Millie Bobby Brown está bem OK como a filhota que restou, Madison, mas faltou darem pra ela um pouco mais de espaço pra se soltar — como acaba acontecendo apenas na reta final do filme, onde ela brilha sem precisar de ajuda em tela. E de resto, bem cá entre nós, quando uma determinada virada na trama acontece, é inevitável que você escolha um lado entre os dois pais da garota, Mark (Kyle Chandler) e Emma (Vera Farmiga).
Tem um deles que não dá pra defender mesmo, você pega ódio de verdade, “essa porra é genocídio, vai se foder”, é o que você pensa... e quando a história então demanda uma certa sutileza, um momento “fulano fez uma cagada, porém”, uma empatia do tipo “não julgue, o que você faria se estivesse nesta posição?”, você não tem o menor espírito de assumir este papel. Alguém acaba demonizado, aqui com razão, mas quando é preciso voltar atrás e sentir algo, o público não se sente cativado.
E aí, obviamente, temos toda a subtrama envolvendo a organização hoje já não mais tão secreta assim chamada Monarch, aquela responsável por descobrir estas gigantescas criaturas que foram tratadas como deuses por nossos ancestrais e outrora dominaram a Terra. Tudo é contado de um jeito tão rápido, apressado e óbvio que, em certo momento, você se pega pensando “ah, tudo bem, isso é só uma justificativa para o confronto entre o Godzilla e o King Kong mesmo”. E tanto o macacão quanto a Ilha da Caveira, aquela mesma que foi cenário daquele divino pipocão de 2017, são mencionados verbalmente uma dezena de vezes ao longo da trama, meio como se o roteiro precisasse esfregar na sua cara e literalmente DESENHAR que tem esta treta aí a caminho.

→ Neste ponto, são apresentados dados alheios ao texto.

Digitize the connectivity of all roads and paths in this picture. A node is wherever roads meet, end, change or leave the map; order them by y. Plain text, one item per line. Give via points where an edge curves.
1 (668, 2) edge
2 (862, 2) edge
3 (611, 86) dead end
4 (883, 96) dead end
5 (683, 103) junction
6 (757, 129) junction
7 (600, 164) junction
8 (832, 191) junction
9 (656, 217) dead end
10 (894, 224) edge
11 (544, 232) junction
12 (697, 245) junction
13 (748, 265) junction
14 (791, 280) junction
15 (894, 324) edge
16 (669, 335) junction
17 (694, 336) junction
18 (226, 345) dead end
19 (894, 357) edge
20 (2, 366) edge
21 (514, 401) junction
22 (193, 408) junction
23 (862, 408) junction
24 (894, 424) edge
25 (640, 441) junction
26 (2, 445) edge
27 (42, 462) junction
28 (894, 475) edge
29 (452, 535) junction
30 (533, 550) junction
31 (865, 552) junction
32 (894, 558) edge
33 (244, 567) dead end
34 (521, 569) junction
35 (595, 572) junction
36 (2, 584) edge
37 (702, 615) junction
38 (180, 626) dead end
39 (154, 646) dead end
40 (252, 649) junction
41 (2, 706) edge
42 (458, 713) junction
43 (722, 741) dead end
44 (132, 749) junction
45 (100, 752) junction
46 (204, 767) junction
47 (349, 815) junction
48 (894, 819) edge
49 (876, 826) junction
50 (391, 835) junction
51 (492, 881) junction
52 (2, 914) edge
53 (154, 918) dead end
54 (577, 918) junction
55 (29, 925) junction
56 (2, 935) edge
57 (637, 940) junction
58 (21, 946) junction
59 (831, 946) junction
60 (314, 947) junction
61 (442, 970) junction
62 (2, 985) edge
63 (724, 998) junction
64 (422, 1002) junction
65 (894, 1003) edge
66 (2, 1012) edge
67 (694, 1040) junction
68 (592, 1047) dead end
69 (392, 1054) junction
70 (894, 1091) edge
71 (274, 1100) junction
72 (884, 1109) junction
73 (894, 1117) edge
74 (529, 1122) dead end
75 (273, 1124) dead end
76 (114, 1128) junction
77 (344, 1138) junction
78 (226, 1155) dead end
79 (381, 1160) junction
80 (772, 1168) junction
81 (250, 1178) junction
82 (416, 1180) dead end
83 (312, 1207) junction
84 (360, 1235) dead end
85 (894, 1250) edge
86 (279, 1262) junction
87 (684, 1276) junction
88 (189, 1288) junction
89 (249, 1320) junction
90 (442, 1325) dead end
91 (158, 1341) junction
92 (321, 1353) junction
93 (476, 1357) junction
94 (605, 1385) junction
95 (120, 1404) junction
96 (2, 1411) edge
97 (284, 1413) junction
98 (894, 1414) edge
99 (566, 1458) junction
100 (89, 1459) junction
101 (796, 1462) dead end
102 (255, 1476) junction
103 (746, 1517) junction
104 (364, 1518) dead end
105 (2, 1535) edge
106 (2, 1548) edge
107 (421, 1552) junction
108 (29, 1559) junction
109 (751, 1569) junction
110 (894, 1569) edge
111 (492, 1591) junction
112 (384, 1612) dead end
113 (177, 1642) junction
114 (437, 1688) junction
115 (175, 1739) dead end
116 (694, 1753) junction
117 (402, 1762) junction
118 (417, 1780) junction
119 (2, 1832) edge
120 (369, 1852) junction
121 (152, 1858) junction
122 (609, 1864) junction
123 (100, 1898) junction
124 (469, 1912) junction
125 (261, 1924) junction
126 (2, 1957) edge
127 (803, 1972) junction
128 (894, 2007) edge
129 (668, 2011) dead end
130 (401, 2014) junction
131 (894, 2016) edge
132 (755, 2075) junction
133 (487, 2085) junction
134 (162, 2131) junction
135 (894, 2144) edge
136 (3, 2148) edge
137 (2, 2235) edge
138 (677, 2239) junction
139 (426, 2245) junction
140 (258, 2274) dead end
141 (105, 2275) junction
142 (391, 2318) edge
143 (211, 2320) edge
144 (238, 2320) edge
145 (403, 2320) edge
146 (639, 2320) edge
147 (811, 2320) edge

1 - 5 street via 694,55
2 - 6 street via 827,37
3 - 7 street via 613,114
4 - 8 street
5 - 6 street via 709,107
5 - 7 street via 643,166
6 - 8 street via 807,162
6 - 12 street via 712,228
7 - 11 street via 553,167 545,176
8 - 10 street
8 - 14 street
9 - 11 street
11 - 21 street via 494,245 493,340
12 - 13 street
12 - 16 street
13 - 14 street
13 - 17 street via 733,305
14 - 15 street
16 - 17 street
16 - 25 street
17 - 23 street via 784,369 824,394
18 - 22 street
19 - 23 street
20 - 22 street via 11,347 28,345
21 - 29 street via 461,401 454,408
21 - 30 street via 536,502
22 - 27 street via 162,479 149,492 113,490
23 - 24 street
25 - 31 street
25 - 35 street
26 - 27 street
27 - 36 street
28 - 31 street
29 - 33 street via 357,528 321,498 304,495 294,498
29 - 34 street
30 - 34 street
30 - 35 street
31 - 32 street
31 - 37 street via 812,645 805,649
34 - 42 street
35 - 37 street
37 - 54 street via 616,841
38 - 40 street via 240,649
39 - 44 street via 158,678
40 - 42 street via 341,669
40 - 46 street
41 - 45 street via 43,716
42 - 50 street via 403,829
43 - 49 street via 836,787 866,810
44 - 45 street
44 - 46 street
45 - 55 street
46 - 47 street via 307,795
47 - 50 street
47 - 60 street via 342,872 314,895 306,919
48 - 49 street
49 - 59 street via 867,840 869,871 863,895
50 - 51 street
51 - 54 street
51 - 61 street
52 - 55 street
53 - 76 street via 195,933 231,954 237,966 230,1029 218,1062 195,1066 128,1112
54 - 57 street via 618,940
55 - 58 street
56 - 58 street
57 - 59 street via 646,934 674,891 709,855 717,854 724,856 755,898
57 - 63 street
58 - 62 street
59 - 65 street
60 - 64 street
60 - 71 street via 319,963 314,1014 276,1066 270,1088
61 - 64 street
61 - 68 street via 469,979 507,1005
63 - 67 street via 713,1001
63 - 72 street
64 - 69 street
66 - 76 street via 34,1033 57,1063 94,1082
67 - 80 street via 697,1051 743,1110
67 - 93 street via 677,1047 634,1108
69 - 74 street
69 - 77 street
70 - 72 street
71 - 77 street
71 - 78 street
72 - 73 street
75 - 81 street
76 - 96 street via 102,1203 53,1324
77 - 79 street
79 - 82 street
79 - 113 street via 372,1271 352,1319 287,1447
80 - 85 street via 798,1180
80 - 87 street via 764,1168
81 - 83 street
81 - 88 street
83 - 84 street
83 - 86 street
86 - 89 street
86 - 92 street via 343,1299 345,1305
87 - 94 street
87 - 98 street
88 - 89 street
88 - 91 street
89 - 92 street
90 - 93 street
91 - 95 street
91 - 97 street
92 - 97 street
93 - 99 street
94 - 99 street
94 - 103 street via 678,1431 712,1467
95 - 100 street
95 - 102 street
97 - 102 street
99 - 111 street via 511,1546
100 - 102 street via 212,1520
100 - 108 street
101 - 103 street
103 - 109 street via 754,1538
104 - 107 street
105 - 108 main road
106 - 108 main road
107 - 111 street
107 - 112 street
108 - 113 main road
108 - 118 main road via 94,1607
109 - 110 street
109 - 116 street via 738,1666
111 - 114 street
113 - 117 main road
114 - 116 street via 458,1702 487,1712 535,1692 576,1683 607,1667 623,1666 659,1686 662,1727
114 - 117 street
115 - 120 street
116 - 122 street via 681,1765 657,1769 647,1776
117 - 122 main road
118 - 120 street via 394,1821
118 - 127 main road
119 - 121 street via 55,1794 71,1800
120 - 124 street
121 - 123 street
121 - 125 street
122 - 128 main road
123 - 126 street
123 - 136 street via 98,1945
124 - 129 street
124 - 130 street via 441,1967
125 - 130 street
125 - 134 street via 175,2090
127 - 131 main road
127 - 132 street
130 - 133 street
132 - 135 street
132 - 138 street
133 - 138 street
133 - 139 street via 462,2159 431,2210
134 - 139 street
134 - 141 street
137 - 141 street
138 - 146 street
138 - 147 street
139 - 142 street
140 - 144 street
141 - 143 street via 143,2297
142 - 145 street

Aí, meu amigo, minha amiga, vejam só. Por mais divertidas que sejam as sequências de embates entre os chamados Titãs, e elas são MESMO, aí fica bem faltando algo. Fica um vácuo de substância, além da forma. De novo: não que a gente estivesse esperando alguém recitando Shakespeare nas LACUNAS entre batalhas (o que, vamos admitir, talvez fosse uma ideia MUITO divertida pra ser desperdiçada assim). Mas dava pra imprimir um pouco mais de graça nos heróis e principalmente no antagonista humano, o ecoterrorista Jonah Alan, vivido pelo sempre vilanesco Charles Dance, que não consegue botar medo em ninguém aqui.
Se o diretor/roteirista Michael Dougherty tivesse se permitido explorar, talvez, uma pegada mais aventura, tipo o que rolou com o Kong, e menos dramas humanos sofriiiiiiiidos da vida real (mas que de reais não têm nada), sacrifícios forçados heroicos pelo bem maior, teorias da conspiração que ninguém duvida que são verdade, ou qualquer porra assim, então ele provavelmente teria acertado mais na missão de dar suporte ao Godzilla chutando traseiros em toda a sua gloriosa capacidade de destruição em massa.
Pode ser apenas diversão? Claro que pode. Tem vezes em que até DEVE, saca? Só não dá pra esquecer de que você está fazendo cinema, uma produção que deve ter vida própria, e não apenas e tão somente significar uma plataforma de lançamento para um universo cinematográfico compartilhado. A gente BEM que achou que a WB tinha aprendido a dura lição com os filmes da DC, né?